Besides formation flying for coronagraphy, some formation flying demonstration manoeuvers (retargeting and resizing manoeuvers) will be attempted during the apogee phase of the orbit, as well as a space rendezvous experiment.

The formation acquisition and control is performed on-board thanks to a set of metrology equipment and actuators. The metrology equipment comprise a laser based system providing high accuracy relative position estimate, a visual based sensor with a coarser precision but wider field of view, and a shadow position sensor providing finest precision when the CSC is in the vicinity of the target position in the shadow cone.

After the apogee arc, the formation is broken by impulsive manoeuvers executed by the S/C. The 2 S/C are placed on a relative trajectory that passively ensures no risk of collision during the perigee passage, when the spacecraft altitude goes down to 600 km. 
Along the perigee phase of the orbit, the 2 S/C acquire GNSS data to derive a precise estimation of the relative position and velocity that is propagated for a few hours up to the reacquisition of the metrology before the next apogee arc.

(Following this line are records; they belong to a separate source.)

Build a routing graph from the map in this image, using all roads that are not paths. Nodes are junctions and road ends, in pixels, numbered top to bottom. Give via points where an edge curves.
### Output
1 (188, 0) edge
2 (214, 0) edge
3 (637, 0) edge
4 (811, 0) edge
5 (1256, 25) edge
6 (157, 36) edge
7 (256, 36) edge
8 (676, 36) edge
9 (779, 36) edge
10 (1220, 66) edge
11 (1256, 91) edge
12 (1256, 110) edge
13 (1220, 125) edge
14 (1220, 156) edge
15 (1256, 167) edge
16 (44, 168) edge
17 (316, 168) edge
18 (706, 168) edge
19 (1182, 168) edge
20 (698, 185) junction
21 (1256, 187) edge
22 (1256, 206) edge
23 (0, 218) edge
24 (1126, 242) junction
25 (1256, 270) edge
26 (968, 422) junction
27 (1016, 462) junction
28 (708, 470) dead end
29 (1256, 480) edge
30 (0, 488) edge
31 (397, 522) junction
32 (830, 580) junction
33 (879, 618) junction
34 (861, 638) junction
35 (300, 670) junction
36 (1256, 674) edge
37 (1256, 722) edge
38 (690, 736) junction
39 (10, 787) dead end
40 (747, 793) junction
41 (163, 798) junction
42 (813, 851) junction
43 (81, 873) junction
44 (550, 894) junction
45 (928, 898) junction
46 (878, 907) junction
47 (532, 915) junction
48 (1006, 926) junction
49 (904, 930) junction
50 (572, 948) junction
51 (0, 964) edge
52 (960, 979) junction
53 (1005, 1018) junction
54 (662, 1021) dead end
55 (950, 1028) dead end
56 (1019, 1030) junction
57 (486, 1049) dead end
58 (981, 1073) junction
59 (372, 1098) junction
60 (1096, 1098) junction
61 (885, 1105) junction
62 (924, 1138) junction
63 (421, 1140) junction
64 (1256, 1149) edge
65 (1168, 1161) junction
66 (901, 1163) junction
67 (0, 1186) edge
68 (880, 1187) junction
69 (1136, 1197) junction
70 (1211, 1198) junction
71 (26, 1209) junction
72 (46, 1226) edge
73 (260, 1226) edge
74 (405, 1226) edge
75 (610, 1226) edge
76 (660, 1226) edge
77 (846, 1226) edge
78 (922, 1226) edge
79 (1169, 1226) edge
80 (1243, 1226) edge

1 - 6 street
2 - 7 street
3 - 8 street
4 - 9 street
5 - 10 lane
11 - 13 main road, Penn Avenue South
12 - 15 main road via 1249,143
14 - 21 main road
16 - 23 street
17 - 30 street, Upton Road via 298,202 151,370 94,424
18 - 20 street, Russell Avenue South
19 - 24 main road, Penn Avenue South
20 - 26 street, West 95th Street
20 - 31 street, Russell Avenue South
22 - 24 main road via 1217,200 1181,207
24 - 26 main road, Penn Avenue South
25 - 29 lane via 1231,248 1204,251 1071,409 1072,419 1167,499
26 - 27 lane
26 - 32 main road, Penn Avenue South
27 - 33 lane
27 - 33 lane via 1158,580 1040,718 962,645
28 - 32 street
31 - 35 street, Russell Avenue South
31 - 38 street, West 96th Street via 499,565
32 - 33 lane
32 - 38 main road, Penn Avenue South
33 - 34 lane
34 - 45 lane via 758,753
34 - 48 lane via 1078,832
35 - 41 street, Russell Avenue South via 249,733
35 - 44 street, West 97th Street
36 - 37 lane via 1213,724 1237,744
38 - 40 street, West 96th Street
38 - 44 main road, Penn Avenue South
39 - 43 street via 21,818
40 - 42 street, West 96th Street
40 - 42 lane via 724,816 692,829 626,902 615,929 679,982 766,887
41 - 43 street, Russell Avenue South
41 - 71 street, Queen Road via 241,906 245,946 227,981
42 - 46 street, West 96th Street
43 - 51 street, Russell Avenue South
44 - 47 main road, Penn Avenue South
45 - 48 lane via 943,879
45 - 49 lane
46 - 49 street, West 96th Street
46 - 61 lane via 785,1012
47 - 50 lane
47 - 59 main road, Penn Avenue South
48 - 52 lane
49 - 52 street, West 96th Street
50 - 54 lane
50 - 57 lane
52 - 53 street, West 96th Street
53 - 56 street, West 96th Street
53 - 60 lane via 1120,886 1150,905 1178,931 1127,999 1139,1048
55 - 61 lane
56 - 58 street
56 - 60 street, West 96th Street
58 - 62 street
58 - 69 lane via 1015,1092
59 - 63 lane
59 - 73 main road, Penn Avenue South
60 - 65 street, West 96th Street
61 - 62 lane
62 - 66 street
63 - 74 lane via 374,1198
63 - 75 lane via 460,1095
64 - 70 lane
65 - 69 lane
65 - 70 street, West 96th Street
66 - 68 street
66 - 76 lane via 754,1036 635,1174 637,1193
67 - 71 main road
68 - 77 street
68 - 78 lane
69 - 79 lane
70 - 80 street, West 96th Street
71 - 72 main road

The CSC and OSC exchange sensor data and commands through a RF based inter-satellite link to coordinate their activities.

Design

CSC and OSC Spacecraft
The CSC is a 300 kg mini-satellite, hosting the coronagraph ASPIICS and the shadow position sensors. It is equipped with a mono-propellant propulsion system to perform the large delta-V manoeuver necessary for formation acquisition and breaking. It also hosts the targets used by the metrology optical heads on board the OSC.

The OSC is a 250 kg mini-satellite, hosting the laser and visual metrology optical heads. It features the occulter disk that is 1.4 meter in diameter. The shape of its rim is intended to reduce the amount of sun diffracted light entering the coronagraph.
The OSC uses a low-thrust cold gas propulsion system that enables the fine position control required for the formation flying.

Science Payloads
The primary payload is the ASPIICS Coronagraph. Its follows the design concept of a classical externally occulted Lyot coronagraph, with the external occulter physically attached to the OSC while the rest of the instrument is on the CSC.

ASPIICS will observe the solar corona  through refractive optics, able to select 3 different spectral bands: Fe XIV line @ 530.4 nm, He I D3 line @587.7 nm, and the white-light spectral band [540;570 nm].

It is expected that the data from ASPIICS will fill the gap in term of field of view between EUV imagers and externally occulted coronagraphs, when the latter are monolithic instruments that don't benefit from the longer distance enabled by formation flying.

The Principal Investigator for the coronagraph instrument is from Royal Observatory of Belgium.

A secondary scientific payload (DARA) is hosted on the OSC. DARA stands for Davos Absolute Radiometer and is an absolute radiometer for measuring Total Solar Irradiance (TSI).

Ground Segment and Operations
Like the other Proba satellites, PROBA-3 will be operated from the ESA center in Redu, Belgium.

Project Development
Proba-3 is a project managed by the European Space Agency. The industrial development of the S/C and the ground segment is led by SENER Aerospace which coordinates the work of a core team with Airbus Defence and Space, Qinetiq Space, GMV, Celestia Antwerp BV and Spacebel.

The Coronagraph payload is developed for ESA by a consortium led by  Liège Space Center (CSL) in Belgium, made up of 15 companies and institutes from five ESA Member States.

DARA is provided by the PMOD institute in Switzerland.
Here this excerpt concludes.